== Activity ==
Pull each line holding "nodes" out of the entries below.

--

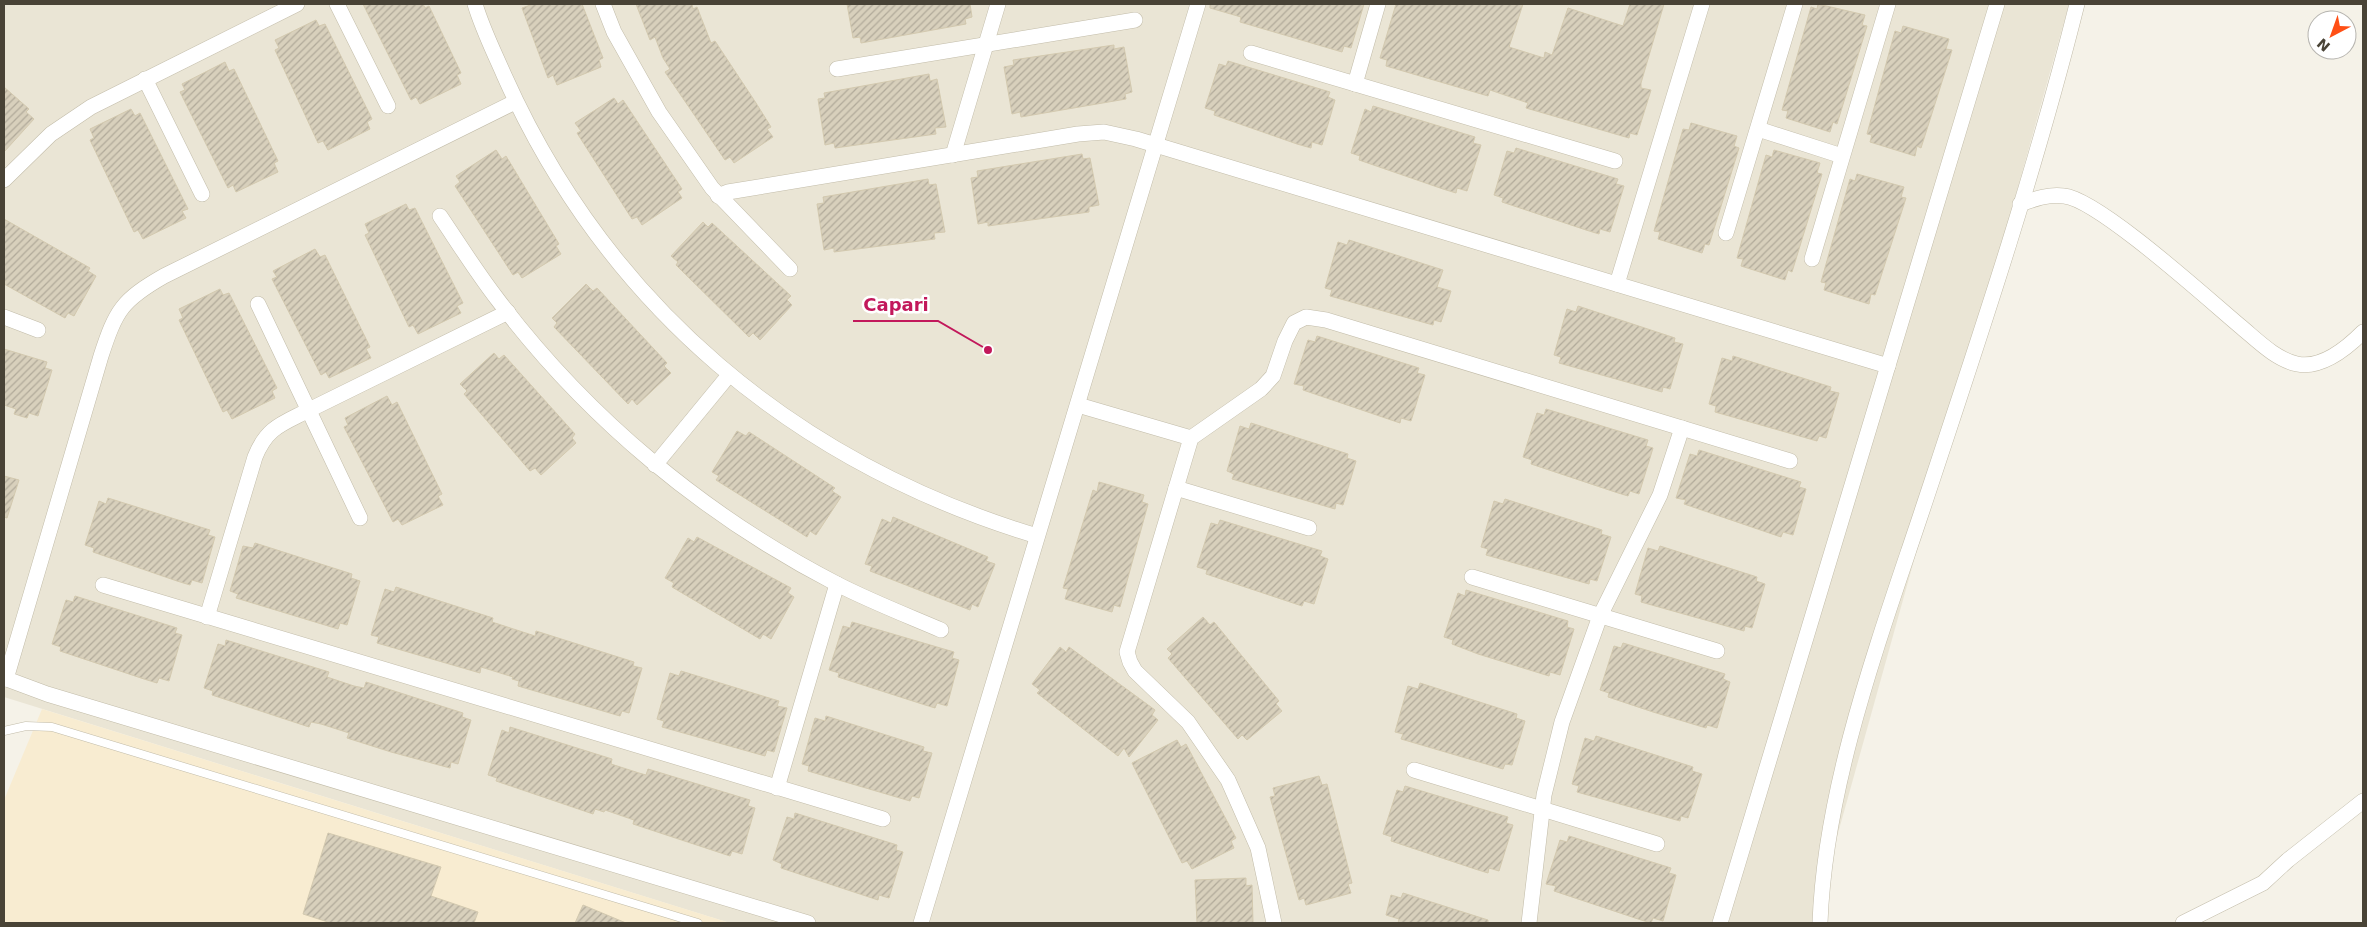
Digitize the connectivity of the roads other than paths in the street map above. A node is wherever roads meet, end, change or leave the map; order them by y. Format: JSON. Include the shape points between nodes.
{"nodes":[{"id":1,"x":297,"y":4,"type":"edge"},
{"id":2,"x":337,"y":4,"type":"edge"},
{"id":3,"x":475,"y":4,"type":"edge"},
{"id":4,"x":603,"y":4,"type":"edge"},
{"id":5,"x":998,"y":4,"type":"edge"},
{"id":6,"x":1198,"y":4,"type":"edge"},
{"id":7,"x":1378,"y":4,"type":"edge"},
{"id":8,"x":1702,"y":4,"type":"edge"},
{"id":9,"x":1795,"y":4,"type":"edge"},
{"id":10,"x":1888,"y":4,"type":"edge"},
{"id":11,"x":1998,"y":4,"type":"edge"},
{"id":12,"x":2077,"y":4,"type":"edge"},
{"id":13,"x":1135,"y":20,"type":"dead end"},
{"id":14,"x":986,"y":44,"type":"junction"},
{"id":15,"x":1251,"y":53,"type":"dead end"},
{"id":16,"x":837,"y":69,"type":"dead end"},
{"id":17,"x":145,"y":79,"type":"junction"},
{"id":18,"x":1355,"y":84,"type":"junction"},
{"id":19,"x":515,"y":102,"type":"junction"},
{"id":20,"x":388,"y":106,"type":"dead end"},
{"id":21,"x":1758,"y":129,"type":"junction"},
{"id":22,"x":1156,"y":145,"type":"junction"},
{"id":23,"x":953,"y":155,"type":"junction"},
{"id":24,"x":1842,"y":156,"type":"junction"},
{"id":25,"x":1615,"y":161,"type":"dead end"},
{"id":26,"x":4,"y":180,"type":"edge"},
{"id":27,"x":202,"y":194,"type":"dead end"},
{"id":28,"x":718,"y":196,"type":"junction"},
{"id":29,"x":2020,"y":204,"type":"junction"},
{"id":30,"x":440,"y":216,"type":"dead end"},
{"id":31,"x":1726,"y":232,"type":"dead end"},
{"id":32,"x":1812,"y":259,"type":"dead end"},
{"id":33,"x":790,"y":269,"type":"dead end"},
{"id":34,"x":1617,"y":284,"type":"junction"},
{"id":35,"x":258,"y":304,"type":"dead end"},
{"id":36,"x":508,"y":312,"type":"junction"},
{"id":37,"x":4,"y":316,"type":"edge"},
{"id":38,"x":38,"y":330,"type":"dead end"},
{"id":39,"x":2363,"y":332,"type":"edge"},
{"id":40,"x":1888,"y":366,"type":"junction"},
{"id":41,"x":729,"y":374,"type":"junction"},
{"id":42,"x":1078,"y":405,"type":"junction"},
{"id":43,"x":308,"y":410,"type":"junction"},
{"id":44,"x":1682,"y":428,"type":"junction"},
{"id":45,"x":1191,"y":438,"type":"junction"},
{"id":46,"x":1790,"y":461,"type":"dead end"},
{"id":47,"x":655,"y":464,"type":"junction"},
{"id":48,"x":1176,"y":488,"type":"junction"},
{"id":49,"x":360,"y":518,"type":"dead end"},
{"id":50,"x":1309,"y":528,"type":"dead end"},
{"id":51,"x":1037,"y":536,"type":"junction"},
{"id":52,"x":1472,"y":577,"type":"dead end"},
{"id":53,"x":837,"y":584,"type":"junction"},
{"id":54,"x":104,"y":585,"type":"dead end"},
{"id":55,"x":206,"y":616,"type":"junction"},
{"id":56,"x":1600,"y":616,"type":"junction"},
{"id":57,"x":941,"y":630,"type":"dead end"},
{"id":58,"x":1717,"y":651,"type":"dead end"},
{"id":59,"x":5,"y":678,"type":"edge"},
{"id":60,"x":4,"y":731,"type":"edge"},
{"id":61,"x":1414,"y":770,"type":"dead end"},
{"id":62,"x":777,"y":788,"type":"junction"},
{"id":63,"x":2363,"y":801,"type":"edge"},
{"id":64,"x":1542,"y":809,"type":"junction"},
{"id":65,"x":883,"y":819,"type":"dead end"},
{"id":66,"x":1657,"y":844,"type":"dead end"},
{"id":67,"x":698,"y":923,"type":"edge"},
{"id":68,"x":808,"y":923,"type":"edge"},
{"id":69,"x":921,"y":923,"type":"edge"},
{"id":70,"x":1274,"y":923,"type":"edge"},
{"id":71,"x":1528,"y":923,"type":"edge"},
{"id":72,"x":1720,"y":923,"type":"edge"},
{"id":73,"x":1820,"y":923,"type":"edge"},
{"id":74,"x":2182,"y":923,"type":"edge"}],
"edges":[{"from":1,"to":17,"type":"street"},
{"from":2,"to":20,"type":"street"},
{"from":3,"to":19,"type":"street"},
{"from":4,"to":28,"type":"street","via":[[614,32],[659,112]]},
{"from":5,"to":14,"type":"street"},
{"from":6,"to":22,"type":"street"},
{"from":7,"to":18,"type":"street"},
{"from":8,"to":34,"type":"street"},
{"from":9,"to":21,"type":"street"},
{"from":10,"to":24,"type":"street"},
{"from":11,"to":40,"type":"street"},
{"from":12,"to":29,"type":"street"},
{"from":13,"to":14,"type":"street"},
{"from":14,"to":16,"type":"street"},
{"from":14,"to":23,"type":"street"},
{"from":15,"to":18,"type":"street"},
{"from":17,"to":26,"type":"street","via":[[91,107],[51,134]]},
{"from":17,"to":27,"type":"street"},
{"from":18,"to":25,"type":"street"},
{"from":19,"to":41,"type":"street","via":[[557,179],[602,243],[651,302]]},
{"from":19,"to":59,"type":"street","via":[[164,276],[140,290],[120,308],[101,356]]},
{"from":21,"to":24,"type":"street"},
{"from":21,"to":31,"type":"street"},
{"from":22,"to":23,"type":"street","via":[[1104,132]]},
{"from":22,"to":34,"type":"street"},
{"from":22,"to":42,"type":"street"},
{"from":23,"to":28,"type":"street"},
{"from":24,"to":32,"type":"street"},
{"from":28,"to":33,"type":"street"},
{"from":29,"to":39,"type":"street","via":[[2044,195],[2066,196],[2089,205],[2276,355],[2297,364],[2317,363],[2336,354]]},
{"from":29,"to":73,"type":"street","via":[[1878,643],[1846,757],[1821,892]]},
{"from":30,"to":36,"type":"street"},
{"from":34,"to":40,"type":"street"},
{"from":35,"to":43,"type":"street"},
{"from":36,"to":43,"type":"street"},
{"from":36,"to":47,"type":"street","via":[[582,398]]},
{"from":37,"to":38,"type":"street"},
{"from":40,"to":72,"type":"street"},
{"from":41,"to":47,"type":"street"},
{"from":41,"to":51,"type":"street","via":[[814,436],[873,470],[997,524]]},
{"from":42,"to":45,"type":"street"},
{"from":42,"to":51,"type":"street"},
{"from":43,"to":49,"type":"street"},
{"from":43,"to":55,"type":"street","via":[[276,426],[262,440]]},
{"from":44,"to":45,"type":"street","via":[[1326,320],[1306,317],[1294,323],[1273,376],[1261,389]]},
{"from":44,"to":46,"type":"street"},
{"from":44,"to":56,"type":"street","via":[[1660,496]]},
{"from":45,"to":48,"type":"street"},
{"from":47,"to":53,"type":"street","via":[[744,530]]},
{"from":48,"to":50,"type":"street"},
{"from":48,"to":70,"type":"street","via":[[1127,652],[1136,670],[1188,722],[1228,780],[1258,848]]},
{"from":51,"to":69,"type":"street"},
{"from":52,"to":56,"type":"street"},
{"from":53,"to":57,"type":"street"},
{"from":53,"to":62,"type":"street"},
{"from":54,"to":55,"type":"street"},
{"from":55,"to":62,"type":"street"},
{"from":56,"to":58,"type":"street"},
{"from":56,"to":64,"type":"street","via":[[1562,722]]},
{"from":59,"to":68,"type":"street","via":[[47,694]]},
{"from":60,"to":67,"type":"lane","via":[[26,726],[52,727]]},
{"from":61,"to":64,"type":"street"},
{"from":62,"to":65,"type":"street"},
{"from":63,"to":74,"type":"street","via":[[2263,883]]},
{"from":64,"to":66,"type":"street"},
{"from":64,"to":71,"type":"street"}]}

--

== Expected output ==
Digitize the connectivity of the roads other than paths in the street map above. A node is wherever roads meet, end, change or leave the map; order them by y. Format: JSON. Include the shape points between nodes.
{"nodes":[{"id":1,"x":297,"y":4,"type":"edge"},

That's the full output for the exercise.